The schools would also offer an accelerated program that would recognize previous science qualifications and cut the time to earn a degree from four to two years. As well, students coming out of high school with required science courses could complete their degree program in just three years.

The number of specialty programs would also be increased to train operating room nurses and nurses who work in critical care, mental health and addictions.

Included in the overall funding for the strategy is $1.4 million for a mentoring program that would pay experienced nurses to spend dedicated time training new nurses. There is also $1.2 million for a co-op placement program for student nurses targeting the places and disciplines where nurses are most needed.

There are also smaller sums aimed at professional development and injury prevention.

Andrea Boyd-White, the director of nursing at St. Martha's Regional Hospital in Antigonish, said the most significant change for the province's rural hospitals is the expanded 13-week co-op program.

She said with an aging workforce, having ready trained nurses with a clinical background out of university is "priceless" to the system.

"It makes a difference between us being able to use them within four weeks or waiting 16, which is what we were doing."

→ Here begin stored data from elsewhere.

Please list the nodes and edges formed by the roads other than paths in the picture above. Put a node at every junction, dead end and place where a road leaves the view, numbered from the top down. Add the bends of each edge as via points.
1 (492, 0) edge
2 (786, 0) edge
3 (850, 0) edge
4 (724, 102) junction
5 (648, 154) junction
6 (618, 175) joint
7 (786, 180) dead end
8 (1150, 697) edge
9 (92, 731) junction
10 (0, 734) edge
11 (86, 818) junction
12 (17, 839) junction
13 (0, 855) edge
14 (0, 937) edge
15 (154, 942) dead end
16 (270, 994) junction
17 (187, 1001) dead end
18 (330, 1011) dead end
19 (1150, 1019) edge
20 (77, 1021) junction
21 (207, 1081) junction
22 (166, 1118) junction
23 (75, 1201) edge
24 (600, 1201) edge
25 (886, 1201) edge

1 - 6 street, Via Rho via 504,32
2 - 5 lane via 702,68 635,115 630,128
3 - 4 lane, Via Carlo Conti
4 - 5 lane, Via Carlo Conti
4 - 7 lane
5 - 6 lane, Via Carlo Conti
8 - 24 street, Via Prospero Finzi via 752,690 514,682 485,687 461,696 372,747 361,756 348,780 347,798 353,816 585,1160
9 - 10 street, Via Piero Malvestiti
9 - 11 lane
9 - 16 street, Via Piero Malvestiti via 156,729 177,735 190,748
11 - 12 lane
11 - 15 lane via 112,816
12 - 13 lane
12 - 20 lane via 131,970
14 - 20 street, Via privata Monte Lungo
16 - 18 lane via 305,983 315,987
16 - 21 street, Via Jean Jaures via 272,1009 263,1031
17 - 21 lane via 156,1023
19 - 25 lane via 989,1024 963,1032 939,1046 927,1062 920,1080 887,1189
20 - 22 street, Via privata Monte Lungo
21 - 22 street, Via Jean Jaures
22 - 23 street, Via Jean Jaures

Janet Hazelton, president of the Nova Scotia Nurses Union, said she was pleased with the mentoring program, which will enable nurses to spend 80 per cent of their time on their patients and 20 per cent on training new nurses.

Hazelton also said the educational changes in the strategy should help address nursing shortages over time.

"If the employers work with the unions about issues affecting nurses and use the money earmarked for that I believe it (the strategy) will be successful," she said.